Collected data:
[Start of section]
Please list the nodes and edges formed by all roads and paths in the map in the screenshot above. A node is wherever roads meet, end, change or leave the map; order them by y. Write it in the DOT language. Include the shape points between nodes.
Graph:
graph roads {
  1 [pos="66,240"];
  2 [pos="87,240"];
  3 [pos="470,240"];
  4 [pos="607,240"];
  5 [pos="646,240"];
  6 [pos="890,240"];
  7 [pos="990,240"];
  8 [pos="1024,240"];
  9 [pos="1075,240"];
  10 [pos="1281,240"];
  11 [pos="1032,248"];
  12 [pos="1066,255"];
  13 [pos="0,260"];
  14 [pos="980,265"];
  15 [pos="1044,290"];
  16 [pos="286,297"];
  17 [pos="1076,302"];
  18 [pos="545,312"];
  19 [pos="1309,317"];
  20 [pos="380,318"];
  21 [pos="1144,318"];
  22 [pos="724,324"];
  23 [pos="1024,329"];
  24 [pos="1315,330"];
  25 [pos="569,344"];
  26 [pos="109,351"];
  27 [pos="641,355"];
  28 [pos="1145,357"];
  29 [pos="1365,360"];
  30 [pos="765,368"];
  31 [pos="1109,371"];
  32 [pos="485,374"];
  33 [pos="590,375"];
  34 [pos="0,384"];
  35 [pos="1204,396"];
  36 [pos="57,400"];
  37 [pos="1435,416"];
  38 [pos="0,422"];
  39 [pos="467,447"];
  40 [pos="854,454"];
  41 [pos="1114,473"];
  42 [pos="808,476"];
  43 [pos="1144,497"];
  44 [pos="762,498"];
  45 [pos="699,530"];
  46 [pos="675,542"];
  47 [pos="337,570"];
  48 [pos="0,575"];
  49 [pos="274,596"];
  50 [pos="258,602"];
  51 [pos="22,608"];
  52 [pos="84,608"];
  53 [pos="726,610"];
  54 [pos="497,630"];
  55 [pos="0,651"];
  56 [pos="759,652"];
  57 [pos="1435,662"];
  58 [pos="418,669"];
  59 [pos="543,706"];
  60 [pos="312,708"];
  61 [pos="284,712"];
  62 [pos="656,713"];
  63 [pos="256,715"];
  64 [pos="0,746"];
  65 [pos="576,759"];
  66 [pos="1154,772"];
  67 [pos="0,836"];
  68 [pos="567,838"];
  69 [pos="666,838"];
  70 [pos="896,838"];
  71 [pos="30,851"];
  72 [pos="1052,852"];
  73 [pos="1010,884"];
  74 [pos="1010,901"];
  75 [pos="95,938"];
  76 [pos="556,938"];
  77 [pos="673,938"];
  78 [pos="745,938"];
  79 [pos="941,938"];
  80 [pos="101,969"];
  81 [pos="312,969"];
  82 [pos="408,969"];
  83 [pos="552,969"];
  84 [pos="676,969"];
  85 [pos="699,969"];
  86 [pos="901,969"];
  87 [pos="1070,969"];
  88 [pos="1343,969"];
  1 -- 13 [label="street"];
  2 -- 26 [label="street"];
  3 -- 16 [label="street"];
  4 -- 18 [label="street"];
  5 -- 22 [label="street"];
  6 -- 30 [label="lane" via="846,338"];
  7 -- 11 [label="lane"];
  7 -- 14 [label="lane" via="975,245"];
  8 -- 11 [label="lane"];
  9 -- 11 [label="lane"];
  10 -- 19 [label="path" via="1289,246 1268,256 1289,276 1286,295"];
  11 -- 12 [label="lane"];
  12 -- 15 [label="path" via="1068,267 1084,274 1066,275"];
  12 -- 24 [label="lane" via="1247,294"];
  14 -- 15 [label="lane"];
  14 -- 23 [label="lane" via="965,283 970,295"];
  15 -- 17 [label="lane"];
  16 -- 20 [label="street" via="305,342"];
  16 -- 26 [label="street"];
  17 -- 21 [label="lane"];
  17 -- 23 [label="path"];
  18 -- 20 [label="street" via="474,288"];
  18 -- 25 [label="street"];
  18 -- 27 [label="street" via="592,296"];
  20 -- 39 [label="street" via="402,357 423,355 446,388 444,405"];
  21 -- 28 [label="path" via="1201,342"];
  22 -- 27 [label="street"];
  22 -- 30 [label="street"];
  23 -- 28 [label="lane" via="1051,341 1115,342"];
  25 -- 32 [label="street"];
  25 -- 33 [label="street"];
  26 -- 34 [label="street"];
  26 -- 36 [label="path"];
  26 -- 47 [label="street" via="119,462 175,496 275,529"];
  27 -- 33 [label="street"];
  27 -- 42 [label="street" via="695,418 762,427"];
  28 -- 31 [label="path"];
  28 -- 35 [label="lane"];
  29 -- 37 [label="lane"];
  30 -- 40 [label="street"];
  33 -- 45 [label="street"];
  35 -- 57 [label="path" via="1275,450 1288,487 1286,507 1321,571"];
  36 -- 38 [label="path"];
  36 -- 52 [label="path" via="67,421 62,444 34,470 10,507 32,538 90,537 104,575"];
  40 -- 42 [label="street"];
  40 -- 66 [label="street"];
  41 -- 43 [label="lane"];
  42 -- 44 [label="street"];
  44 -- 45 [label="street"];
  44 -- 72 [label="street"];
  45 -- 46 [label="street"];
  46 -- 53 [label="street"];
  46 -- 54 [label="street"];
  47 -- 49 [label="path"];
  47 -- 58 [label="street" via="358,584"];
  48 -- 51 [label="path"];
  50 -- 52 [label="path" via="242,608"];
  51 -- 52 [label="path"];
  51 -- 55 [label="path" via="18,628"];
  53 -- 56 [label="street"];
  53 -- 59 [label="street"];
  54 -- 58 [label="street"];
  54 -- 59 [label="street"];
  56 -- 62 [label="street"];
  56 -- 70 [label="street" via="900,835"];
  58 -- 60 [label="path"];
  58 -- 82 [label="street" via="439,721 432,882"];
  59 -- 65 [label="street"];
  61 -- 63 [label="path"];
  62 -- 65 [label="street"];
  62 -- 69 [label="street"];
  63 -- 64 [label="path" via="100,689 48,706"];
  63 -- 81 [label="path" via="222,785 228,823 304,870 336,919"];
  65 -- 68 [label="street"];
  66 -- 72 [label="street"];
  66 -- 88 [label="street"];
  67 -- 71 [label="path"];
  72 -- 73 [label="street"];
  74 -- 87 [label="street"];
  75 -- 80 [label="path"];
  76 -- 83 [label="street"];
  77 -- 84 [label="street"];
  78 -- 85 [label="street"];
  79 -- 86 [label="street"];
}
[End of section]
WORK ITEM:
Filter the entries and keep only the lines holding "roads".

SOLUTION BELOW:
Please list the nodes and edges formed by all roads and paths in the map in the screenshot above. A node is wherever roads meet, end, change or leave the map; order them by y. Write it in the DOT language. Include the shape points between nodes.
graph roads {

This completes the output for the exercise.